Practice what you've learned:
- Implement a real-time dashboard for user behavior analytics
- Create cohort analysis for user engagement metrics
- Set up anomaly detection for key business metrics
- Build a product recommendation system using affinity analysis
What analytical challenge are you most excited to tackle with ClickHouse? 📈
Generated by AI Codebase Knowledge Builder
Most teams struggle here because the hard part is not writing more code, but deciding clear boundaries for SELECT, user_id, timestamp so behavior stays predictable as complexity grows.

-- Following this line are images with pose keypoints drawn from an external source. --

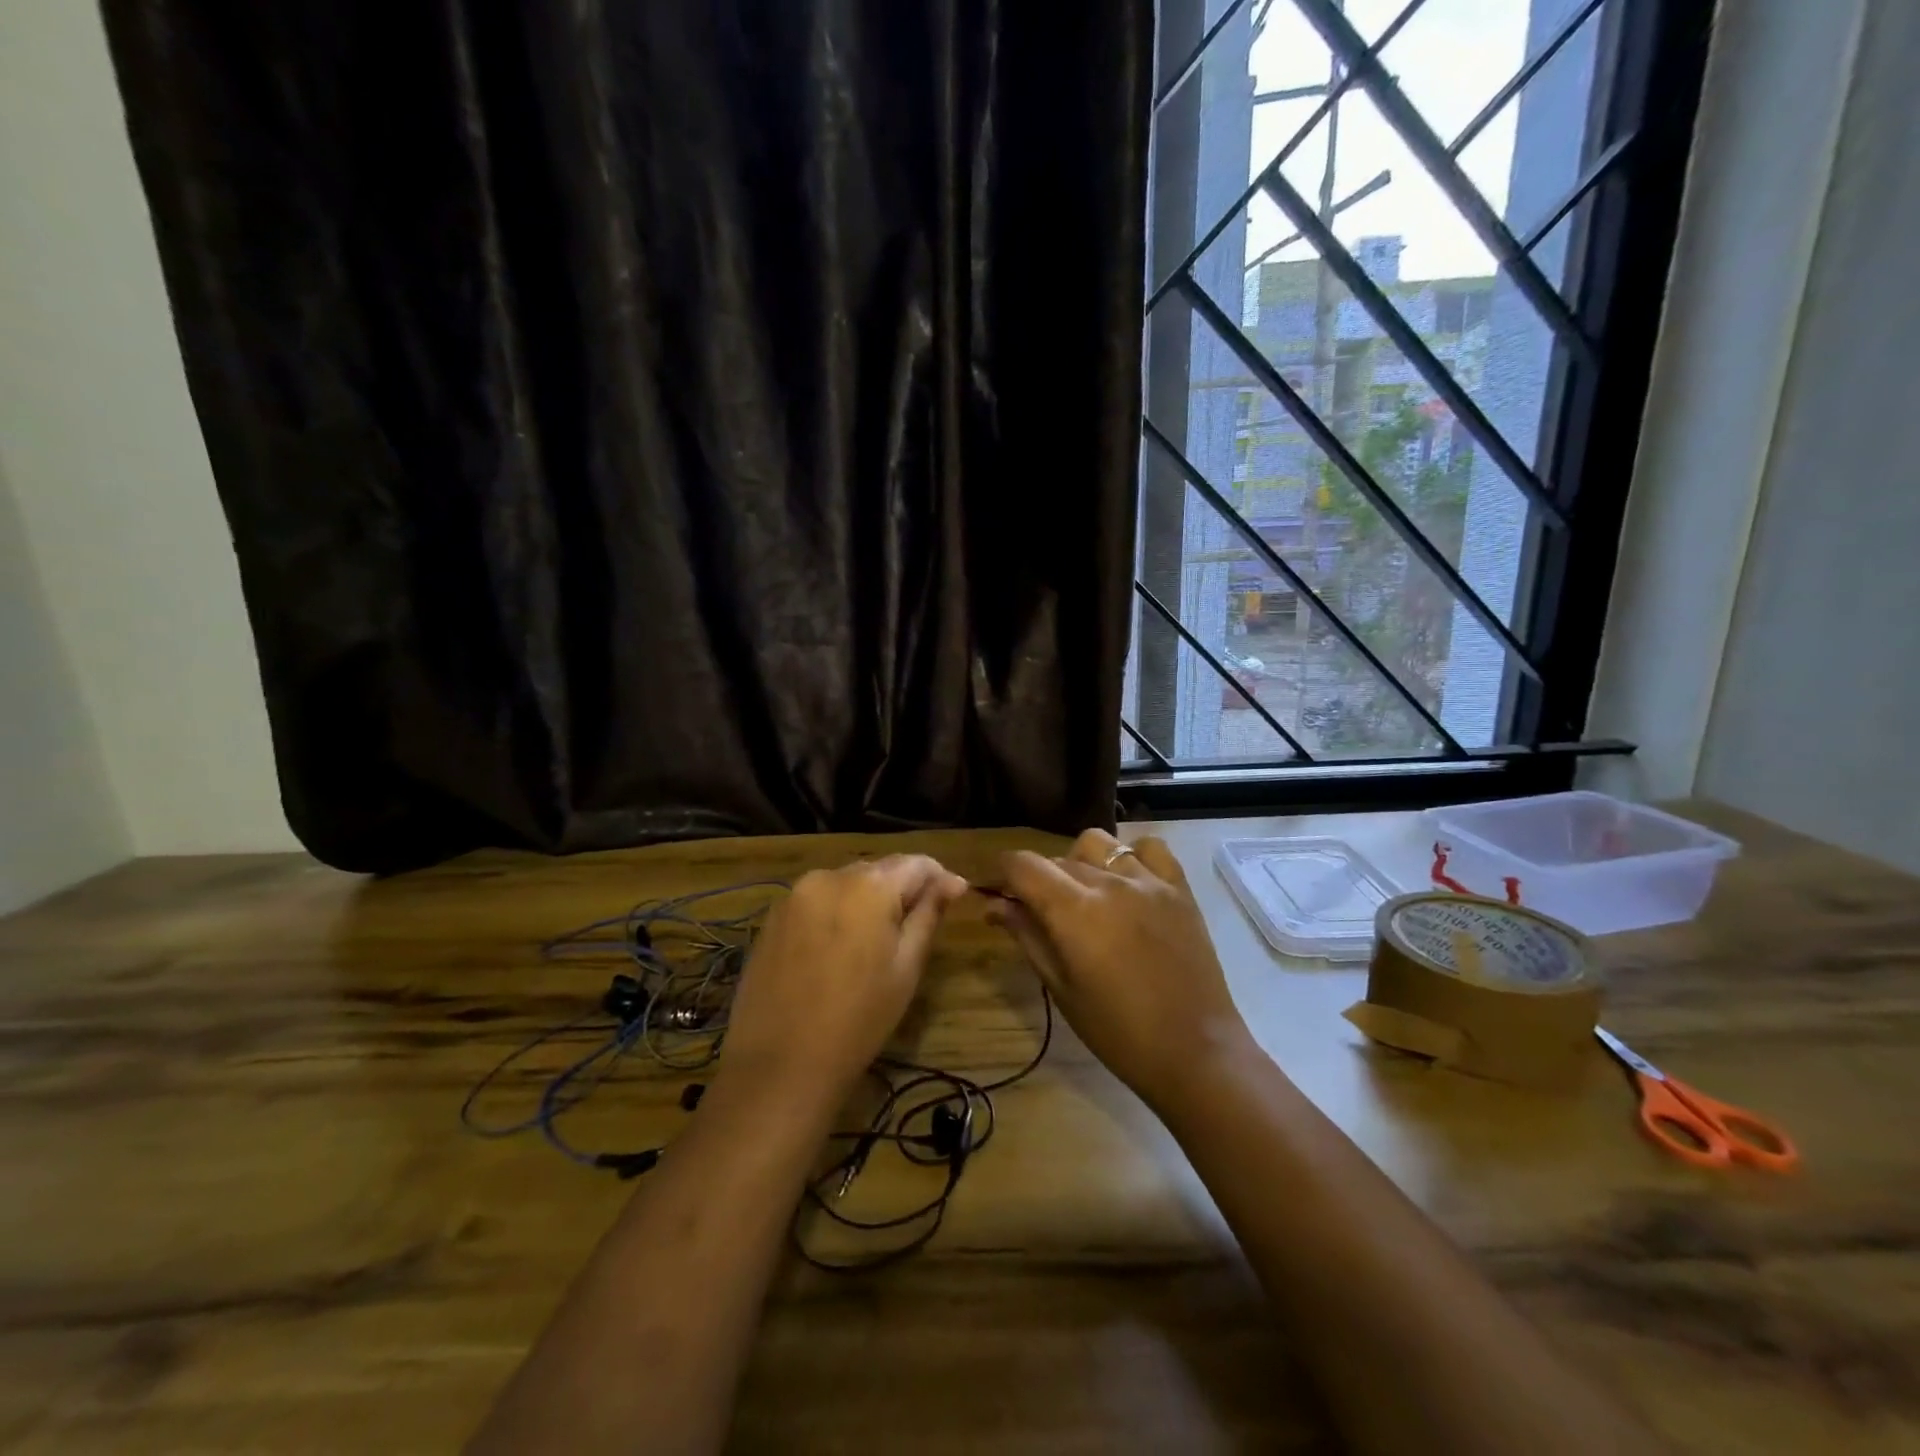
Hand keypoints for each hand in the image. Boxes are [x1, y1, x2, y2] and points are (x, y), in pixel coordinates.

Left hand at [717, 856, 967, 1122]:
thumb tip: (952, 883)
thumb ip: (928, 915)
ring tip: (879, 936)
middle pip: (879, 869)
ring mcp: (793, 895)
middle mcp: (828, 876)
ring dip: (868, 898)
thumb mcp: (906, 967)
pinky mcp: (772, 917)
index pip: (916, 863)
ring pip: (846, 883)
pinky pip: (817, 900)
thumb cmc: (858, 1018)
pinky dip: (837, 912)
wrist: (780, 1065)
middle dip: (903, 887)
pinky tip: (841, 947)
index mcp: (868, 885)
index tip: (956, 897)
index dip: (940, 877)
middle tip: (920, 921)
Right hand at [990, 829, 1252, 1111]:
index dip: (1000, 872)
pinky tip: (1128, 884)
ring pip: (1097, 844)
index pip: (1022, 865)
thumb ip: (1027, 936)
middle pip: (1056, 859)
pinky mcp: (1180, 888)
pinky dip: (1130, 856)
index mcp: (1074, 911)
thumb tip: (994, 905)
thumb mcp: (1061, 987)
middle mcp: (1109, 883)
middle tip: (1037, 912)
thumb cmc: (1118, 1032)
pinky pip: (1148, 848)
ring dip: (1079, 862)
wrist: (1195, 1051)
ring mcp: (1149, 881)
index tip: (995, 891)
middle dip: (1037, 879)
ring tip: (1085, 895)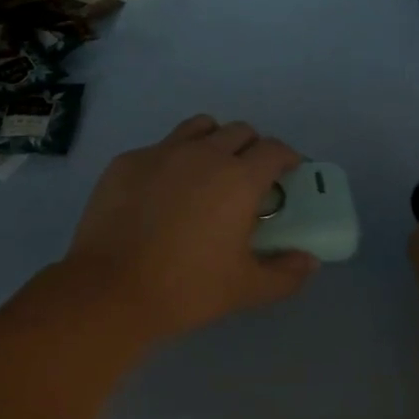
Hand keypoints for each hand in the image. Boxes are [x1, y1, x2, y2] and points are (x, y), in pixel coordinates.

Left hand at [63, 114, 317, 345]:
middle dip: (251, 148)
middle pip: (240, 131)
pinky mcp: (127, 161)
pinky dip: (171, 160)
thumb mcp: (245, 289)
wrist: (109, 291)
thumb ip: (285, 274)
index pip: (275, 149)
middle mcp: (205, 153)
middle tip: (247, 178)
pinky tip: (161, 192)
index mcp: (239, 178)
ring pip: (200, 127)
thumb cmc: (186, 289)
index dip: (286, 158)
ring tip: (207, 171)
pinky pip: (159, 147)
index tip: (287, 174)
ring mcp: (162, 152)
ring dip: (213, 141)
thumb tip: (310, 262)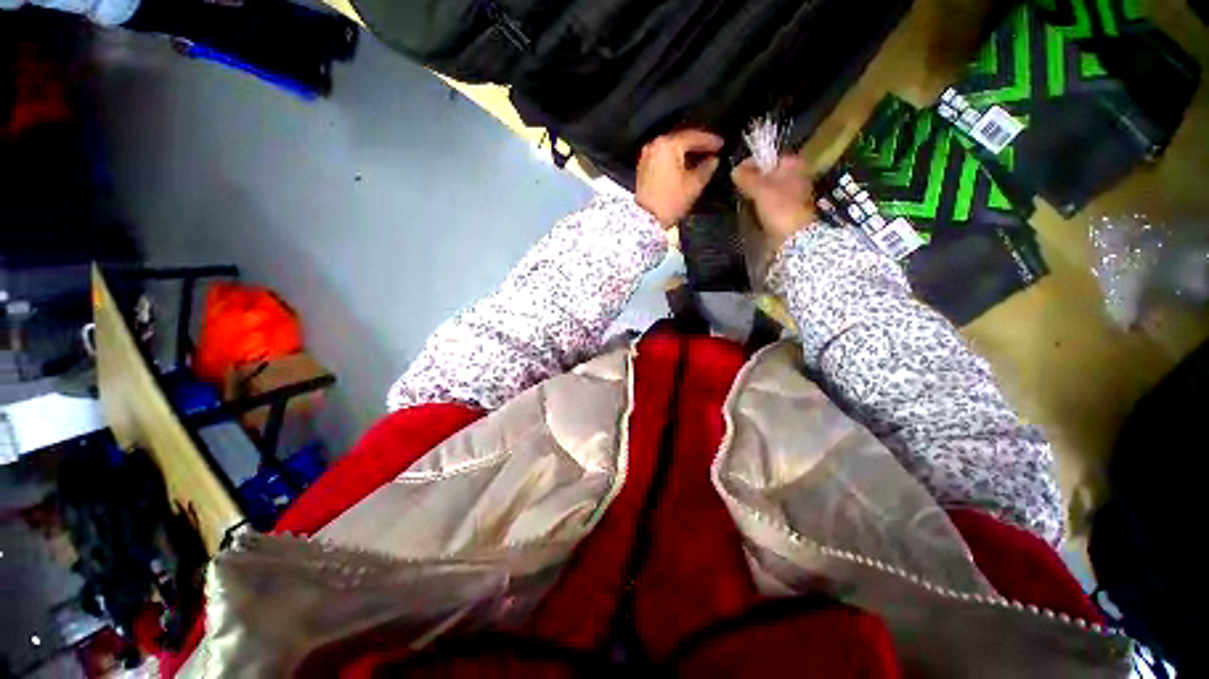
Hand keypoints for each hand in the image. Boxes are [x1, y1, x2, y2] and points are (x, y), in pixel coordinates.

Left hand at [636, 129, 723, 227]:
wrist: (645, 220)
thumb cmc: (670, 201)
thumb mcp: (693, 185)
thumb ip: (706, 169)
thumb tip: (713, 160)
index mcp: (668, 145)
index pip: (693, 137)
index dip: (710, 141)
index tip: (722, 144)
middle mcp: (655, 145)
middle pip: (681, 141)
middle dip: (697, 146)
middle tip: (712, 150)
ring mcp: (647, 156)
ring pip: (671, 150)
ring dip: (686, 154)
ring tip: (701, 159)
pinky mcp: (643, 168)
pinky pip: (663, 158)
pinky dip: (675, 160)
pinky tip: (685, 167)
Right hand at [732, 155, 815, 247]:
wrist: (795, 236)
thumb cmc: (780, 207)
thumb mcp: (759, 188)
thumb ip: (746, 176)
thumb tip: (735, 169)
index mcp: (794, 163)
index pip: (769, 157)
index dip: (752, 164)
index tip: (737, 175)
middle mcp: (797, 175)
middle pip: (769, 174)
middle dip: (753, 181)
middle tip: (739, 189)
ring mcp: (794, 193)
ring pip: (769, 189)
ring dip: (756, 194)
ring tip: (744, 201)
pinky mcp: (789, 210)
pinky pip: (771, 202)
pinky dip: (762, 205)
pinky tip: (753, 212)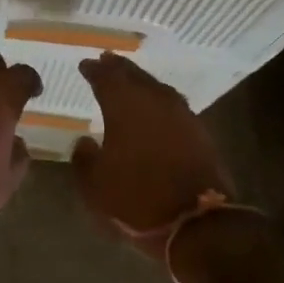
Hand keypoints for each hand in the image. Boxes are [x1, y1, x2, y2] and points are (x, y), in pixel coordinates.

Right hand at [72, 53, 230, 259]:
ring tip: (130, 81)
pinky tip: (155, 107)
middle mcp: (155, 103)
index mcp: (125, 108)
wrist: (197, 221)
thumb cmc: (137, 201)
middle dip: (119, 68)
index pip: (107, 78)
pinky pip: (174, 105)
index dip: (95, 70)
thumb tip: (84, 142)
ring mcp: (182, 116)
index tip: (85, 65)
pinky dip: (160, 100)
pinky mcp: (199, 132)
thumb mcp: (95, 187)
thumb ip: (84, 160)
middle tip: (107, 61)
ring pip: (157, 88)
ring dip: (141, 81)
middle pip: (135, 77)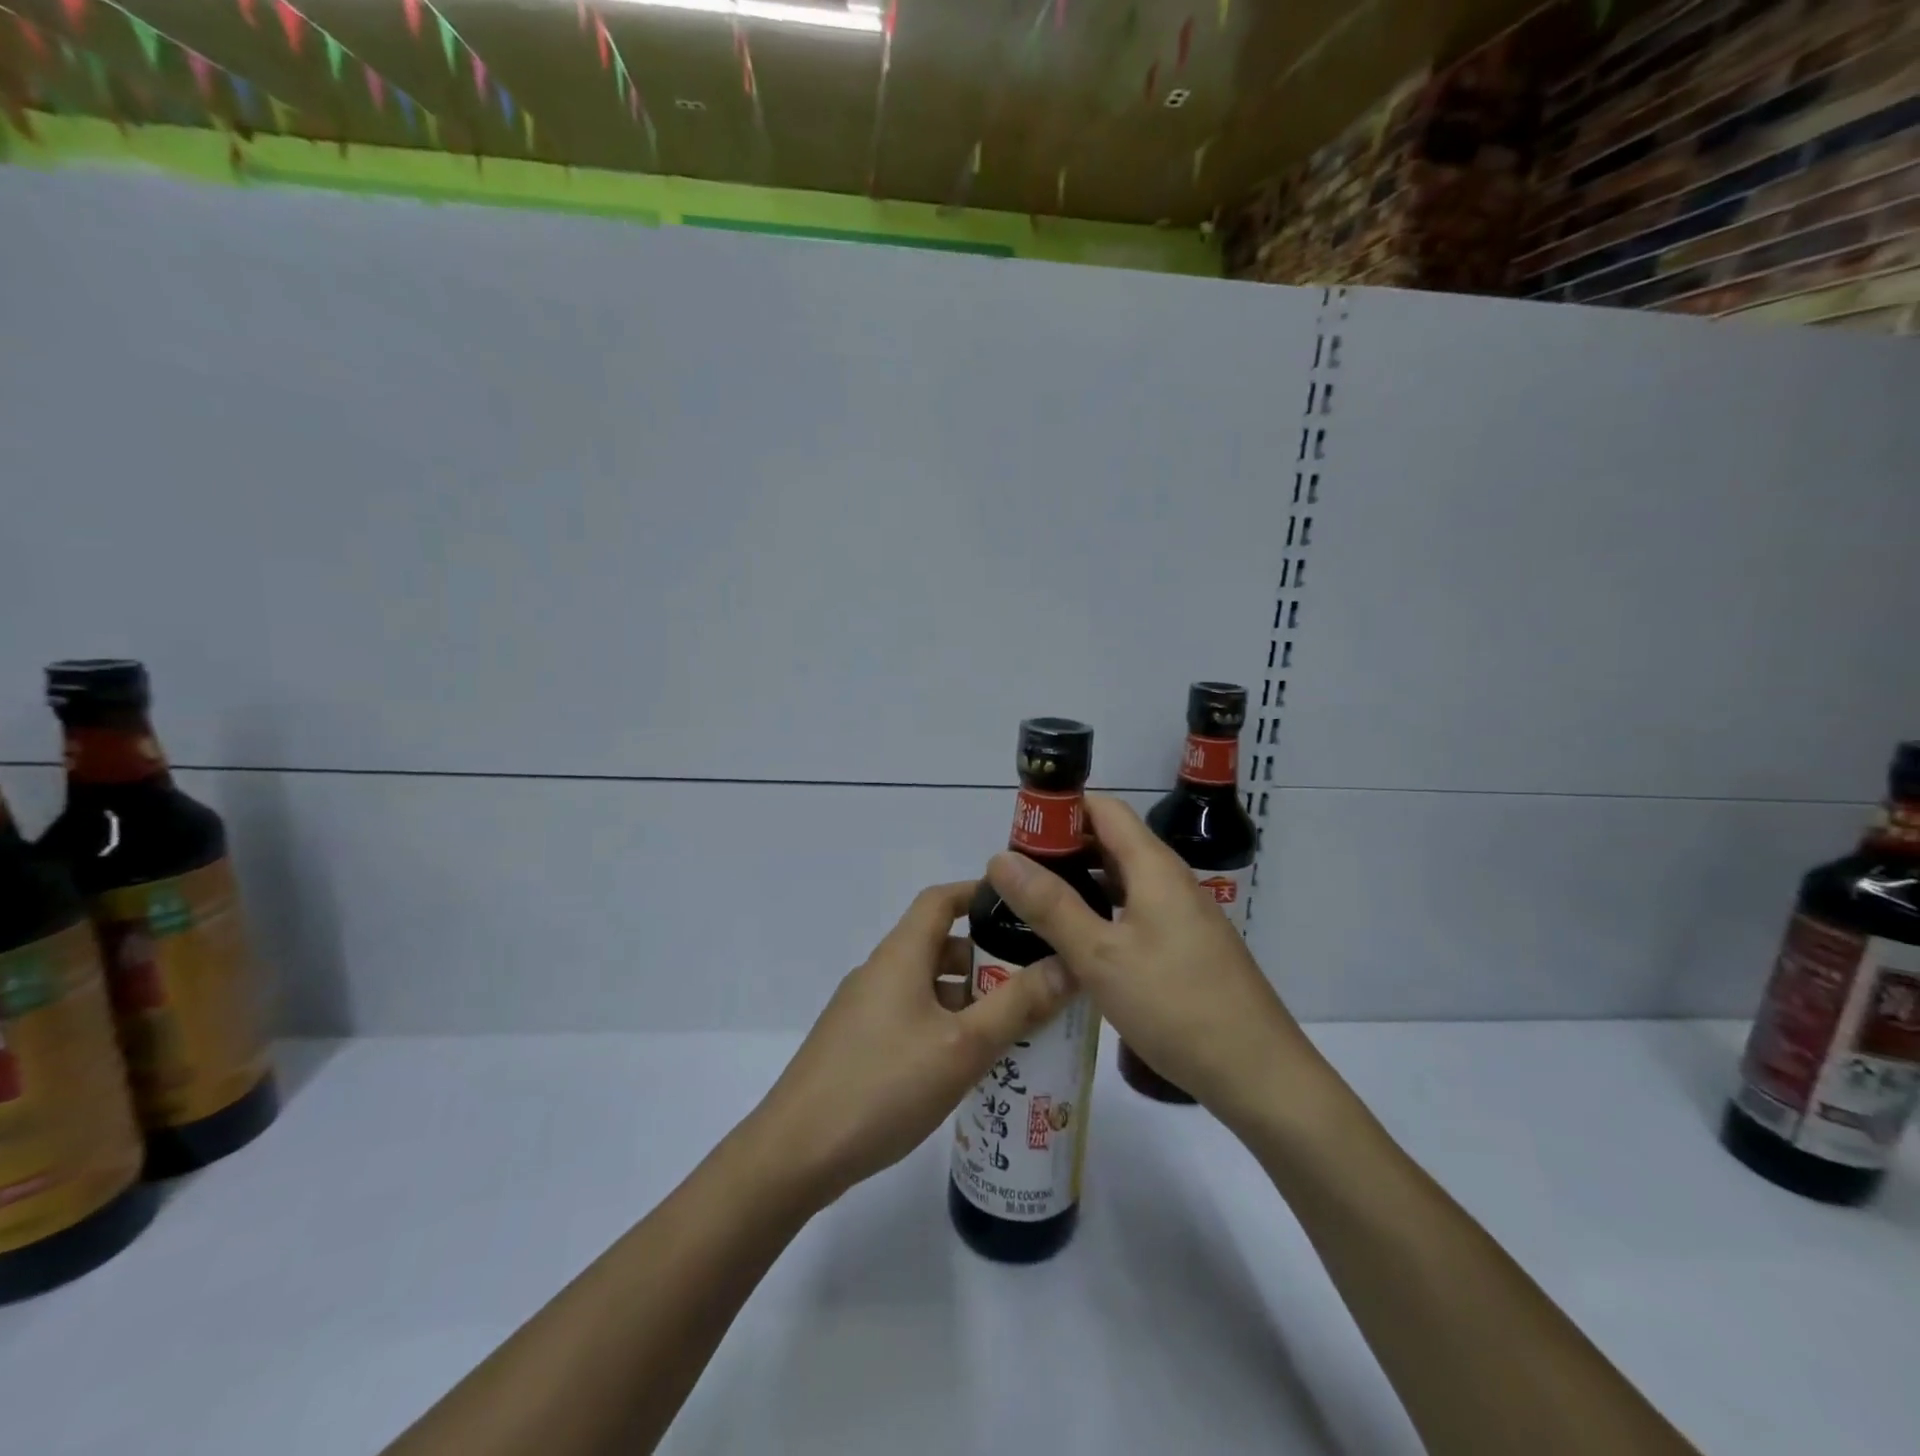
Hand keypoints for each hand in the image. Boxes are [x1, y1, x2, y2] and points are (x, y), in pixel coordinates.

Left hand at [748, 881, 1074, 1208]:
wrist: (795, 1154)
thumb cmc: (883, 1086)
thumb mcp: (961, 1046)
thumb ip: (1017, 1005)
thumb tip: (1066, 964)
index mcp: (900, 956)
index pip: (940, 900)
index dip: (979, 893)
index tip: (1023, 907)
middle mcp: (880, 973)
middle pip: (939, 945)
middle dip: (987, 959)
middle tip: (1035, 983)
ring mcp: (865, 1011)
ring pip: (928, 987)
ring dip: (969, 999)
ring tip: (1015, 1029)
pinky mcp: (859, 1046)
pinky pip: (913, 1018)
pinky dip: (945, 1026)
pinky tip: (969, 1066)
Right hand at [985, 796, 1319, 1126]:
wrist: (1257, 1073)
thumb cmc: (1175, 1005)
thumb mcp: (1100, 955)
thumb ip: (1051, 905)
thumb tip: (1000, 858)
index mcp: (1153, 867)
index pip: (1103, 809)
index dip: (1060, 809)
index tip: (1017, 830)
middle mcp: (1170, 880)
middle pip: (1111, 842)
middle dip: (1062, 848)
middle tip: (1014, 872)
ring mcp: (1181, 915)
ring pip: (1121, 880)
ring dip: (1080, 882)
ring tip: (1033, 902)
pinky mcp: (1184, 947)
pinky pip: (1133, 912)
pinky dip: (1100, 913)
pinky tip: (1074, 942)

In practical terms, this chapter helps you avoid three common failures:
- coupling core logic too tightly to one implementation path
- missing the handoff boundaries between setup, execution, and validation
- shipping changes without clear rollback or observability strategy
After working through this chapter, you should be able to reason about Chapter 5: Aggregation & Analytics as an operating subsystem inside ClickHouse Tutorial: High-Performance Analytical Database, with explicit contracts for inputs, state transitions, and outputs.
Use the implementation notes around GROUP, ORDER, date as your checklist when adapting these patterns to your own repository.
Under the hood, Chapter 5: Aggregation & Analytics usually follows a repeatable control path:
- Context bootstrap: initialize runtime config and prerequisites for
SELECT. - Input normalization: shape incoming data so
user_idreceives stable contracts. - Core execution: run the main logic branch and propagate intermediate state through
timestamp. - Policy and safety checks: enforce limits, auth scopes, and failure boundaries.
- Output composition: return canonical result payloads for downstream consumers.
- Operational telemetry: emit logs/metrics needed for debugging and performance tuning.
When debugging, walk this sequence in order and confirm each stage has explicit success/failure conditions.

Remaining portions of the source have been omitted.